We get out what we put in; the coefficient of x is essentially the slope we originally gave y when we generated it (-0.5555556). This is the ‘effect’ of x, in that a one unit increase in x apparently increases y by this amount.

Now think about how to concoct a confounding variable to reverse the coefficient of x. This figure shows one way to approach the problem – group the points into a set of parallel stripes, with the stripes sloping in a different direction from the overall dataset:

m_new <- 1 # the new coefficient we want x to have
cdf <- confounded_data_frame(x, y, m_new, num_grp=10) # see function below
striped_scatterplot(y ~ x, cdf) # also see below The stripes were made by specifying a reference line with a slope equal to the x-coefficient we want to achieve, and calculating the distance to that line for each point. Putting these distances into categories (by rounding off some multiple of the distance) then groups the points into stripes (shown as colors in the figure). A regression line was then fitted separately to the set of points within each stripe. The regression lines for the stripes on the very ends can be a bit wild, since these groups are very small and scattered, but the ones near the center, representing the majority of the data points, have a quite consistent slope.

The equation for determining the distance from a point to a line is (of course) right there in Wikipedia.

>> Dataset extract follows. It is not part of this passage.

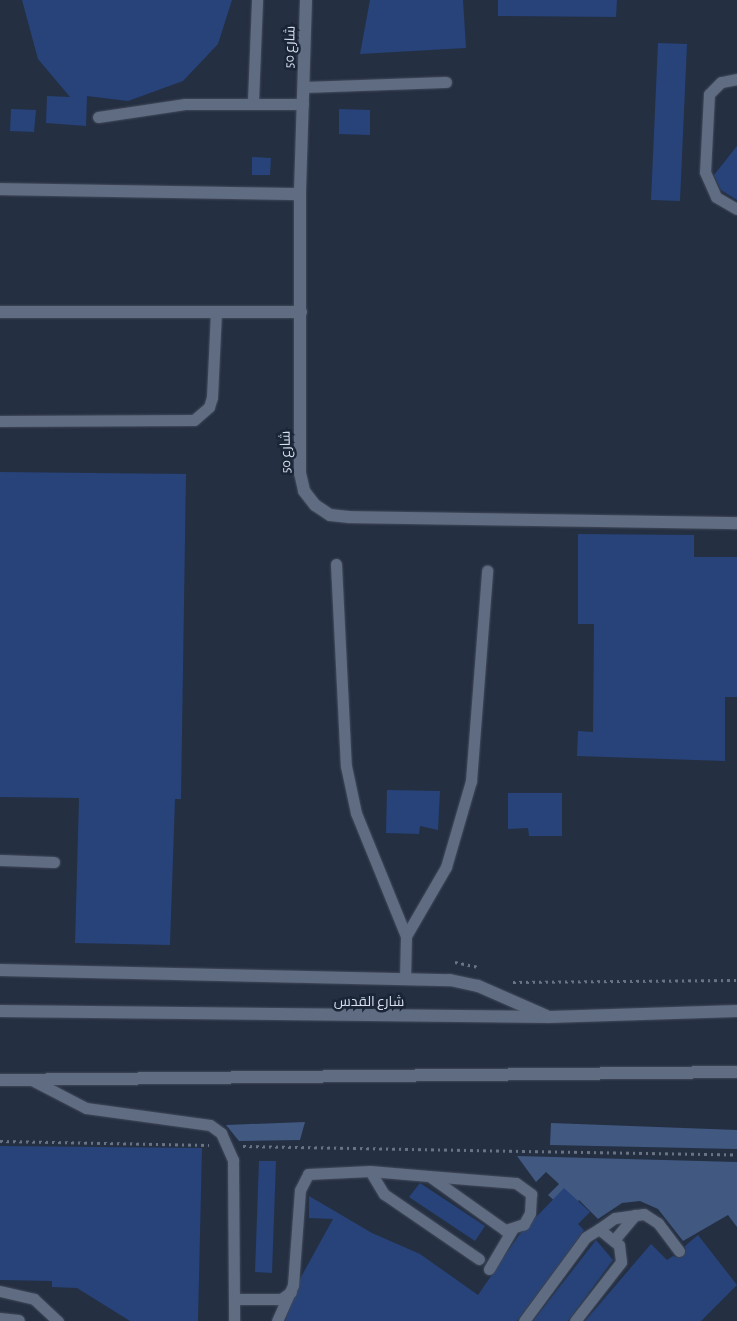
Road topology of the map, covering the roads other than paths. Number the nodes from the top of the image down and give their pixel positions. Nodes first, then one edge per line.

With a little rearranging to express the line in terms of y-intercept (b) and slope (m), and leaving off the absolute value so that points below the line have negative distances (and thus end up in a different group from the stripe with a positive distance of the same magnitude), we get this function:

point_line_distance <- function(b, m, x, y)
(y - (m*x + b))/sqrt(m^2 + 1)

Here are functions for putting the points into stripewise groups, determining the regression coefficients for each group, and putting it all together into a figure:

confounded_data_frame <- function(x, y, m, num_grp){
b <- 0 # intercept doesn't matter
d <- point_line_distance(b, m, x, y)
d_scaled <- 0.0005 + 0.999 * (d - min(d))/(max(d) - min(d)) # avoid 0 and 1
data.frame(x=x, y=y,
group=as.factor(sprintf("grp%02d", ceiling(num_grp*(d_scaled)))))
}

find_group_coefficients <- function(data){
coef <- t(sapply(levels(data$group), function(grp) coefficients(lm(y ~ x, data=data[data$group==grp,]))))
coef[!is.na(coef[,1]) & ! is.na(coef[,2]),]
}

striped_scatterplot <- function(formula, grouped_data){
# blue on top and red on bottom, to match the Wikipedia figure
colors <- rev(rainbow(length(levels(grouped_data$group)), end=2/3)) plot(formula, grouped_data, bg=colors[grouped_data$group], pch=21, asp=1)
grp_coef <- find_group_coefficients(grouped_data)
# if some coefficents get dropped, colors won't match exactly
for (r in 1:nrow(grp_coef))
abline(grp_coef[r,1], grp_coef[r,2], col=colors[r], lwd=2)
}

Note that the regression lines for each group are not exactly parallel to the stripes. This is because linear regression is about minimizing the squared error on the y-axis, not the distance of points from the line. However, the thinner the stripes are, the closer the group regression lines are to our target slope. If we make a large number of thin stripes, the coefficient of x when the groups are taken into account is essentially the same as the slope of the reference line we used to orient the stripes:

cdf100 <- confounded_data_frame(x, y, m_new, num_grp=100)
# without confounder
coefficients(lm(y ~ x, cdf100))['x']
##          x
## -0.5358175
# with confounder
coefficients(lm(y ~ x + group, cdf100))['x']
##         x
## 0.9961566

This approach gives us the power to synthesize simulated confounders that can change the coefficient of x to pretty much any value we choose when a model is fitted with the confounder taken into account. Plus, it makes pretty rainbows.

While Simpson’s Paradox is typically described in terms of categorical confounders, the same reversal principle applies to continuous confounders. But that’s a topic for another post.